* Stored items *
# # #

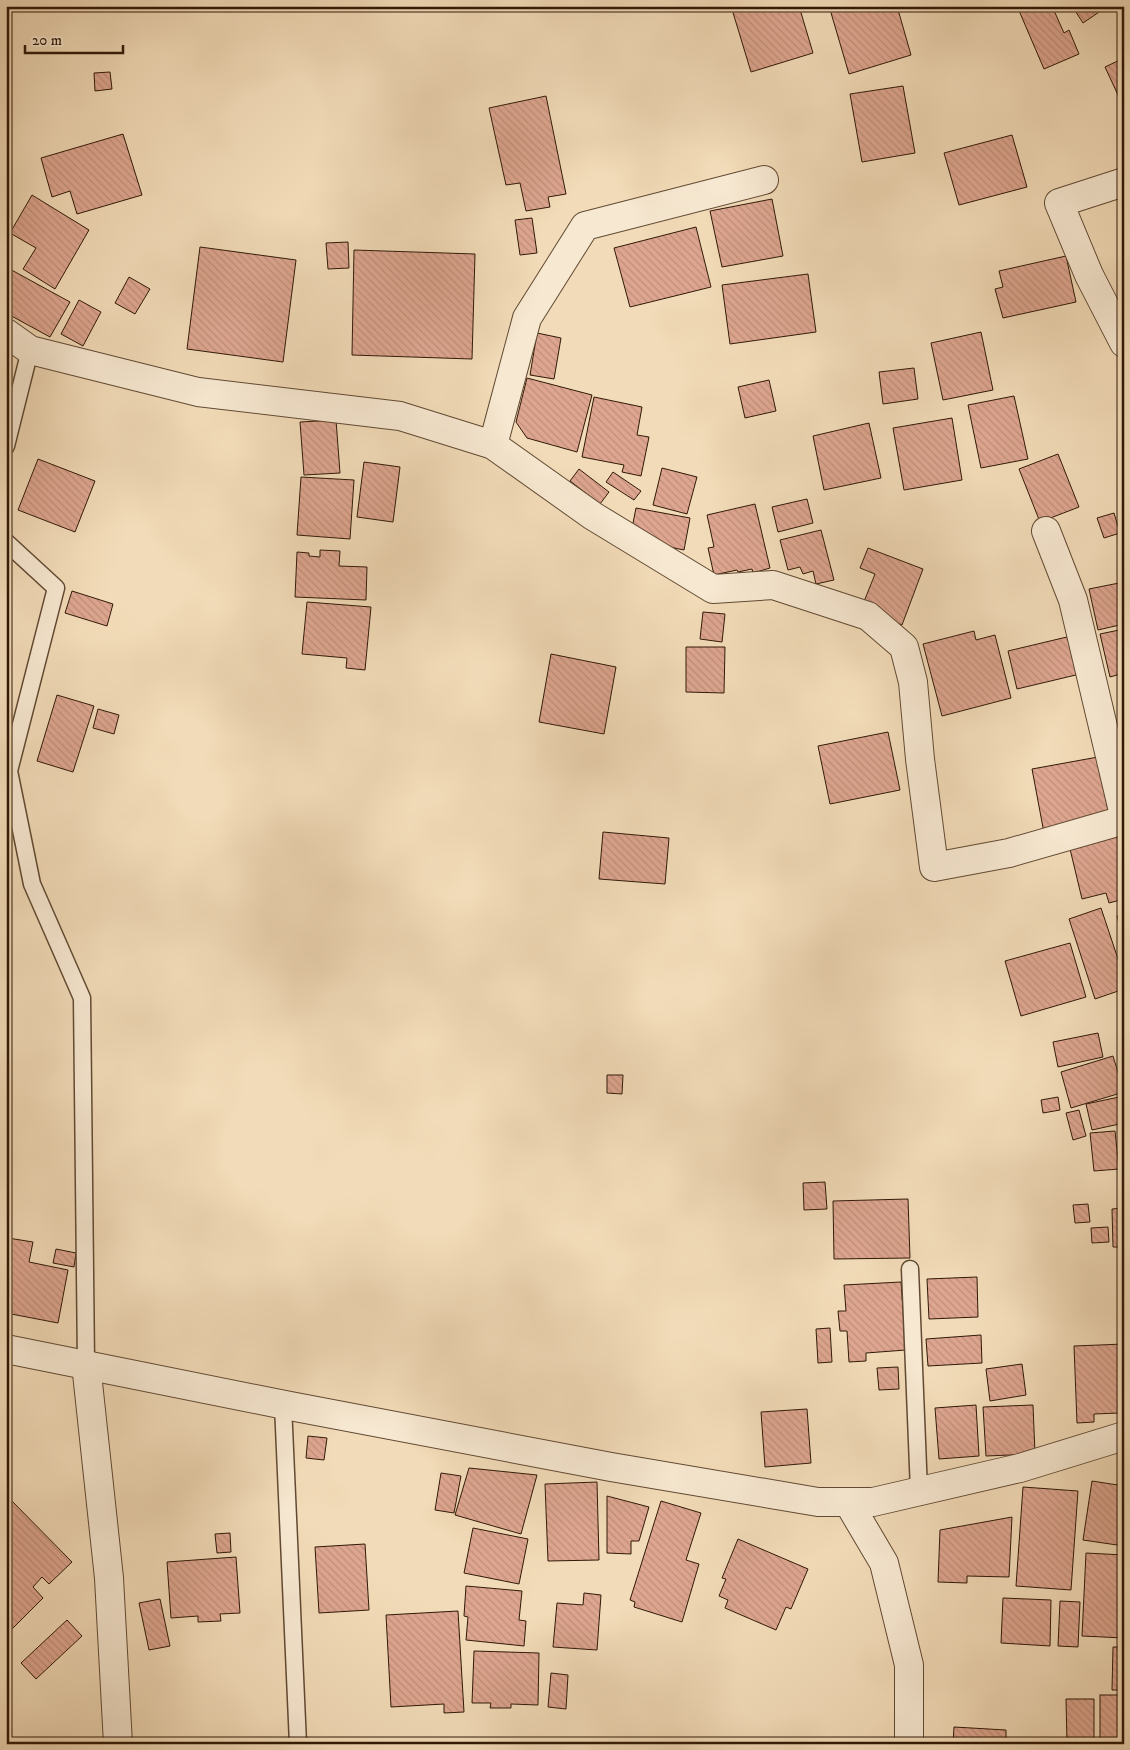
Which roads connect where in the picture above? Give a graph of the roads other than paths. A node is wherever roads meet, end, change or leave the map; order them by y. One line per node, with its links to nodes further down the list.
1 (764, 180): 6 (street)
2 (1124, 182): 4 (street)
3 (6, 333): 5 (street)
4 (1124, 343)
5 (30, 350): 6 (street); 7 (lane)
6 (493, 445): 12 (street)
7 (6, 446)
8 (1046, 531): 11 (street)
9 (6, 542): 10 (lane)
10 (8, 771): 15 (lane)
11 (1124, 814)
12 (1124, 820)
13 (910, 1269): 18 (lane)
14 (6, 1349): 15 (street)
15 (86, 1364): 16 (street); 20 (street)
16 (283, 1405): 19 (street); 21 (lane)
17 (1124, 1436): 18 (street)
18 (919, 1491): 19 (street)
19 (848, 1502): 22 (street)
20 (118, 1744)
21 (298, 1744)
22 (909, 1744)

# # #

* Task description *
Reproduce the records, all of them, word for word; omit the pictures.

* Expected output *
Which roads connect where in the picture above? Give a graph of the roads other than paths. A node is wherever roads meet, end, change or leave the map; order them by y. One line per node, with its links to nodes further down the list.
1 (764, 180): 6 (street)
2 (1124, 182): 4 (street)
3 (6, 333): 5 (street)
4 (1124, 343)
5 (30, 350): 6 (street); 7 (lane)
6 (493, 445): 12 (street)
7 (6, 446)
8 (1046, 531): 11 (street)
9 (6, 542): 10 (lane)
10 (8, 771): 15 (lane)
11 (1124, 814)
12 (1124, 820)
13 (910, 1269): 18 (lane)
14 (6, 1349): 15 (street)
15 (86, 1364): 16 (street); 20 (street)
16 (283, 1405): 19 (street); 21 (lane)
17 (1124, 1436): 18 (street)
18 (919, 1491): 19 (street)
19 (848, 1502): 22 (street)
20 (118, 1744)
21 (298, 1744)
22 (909, 1744)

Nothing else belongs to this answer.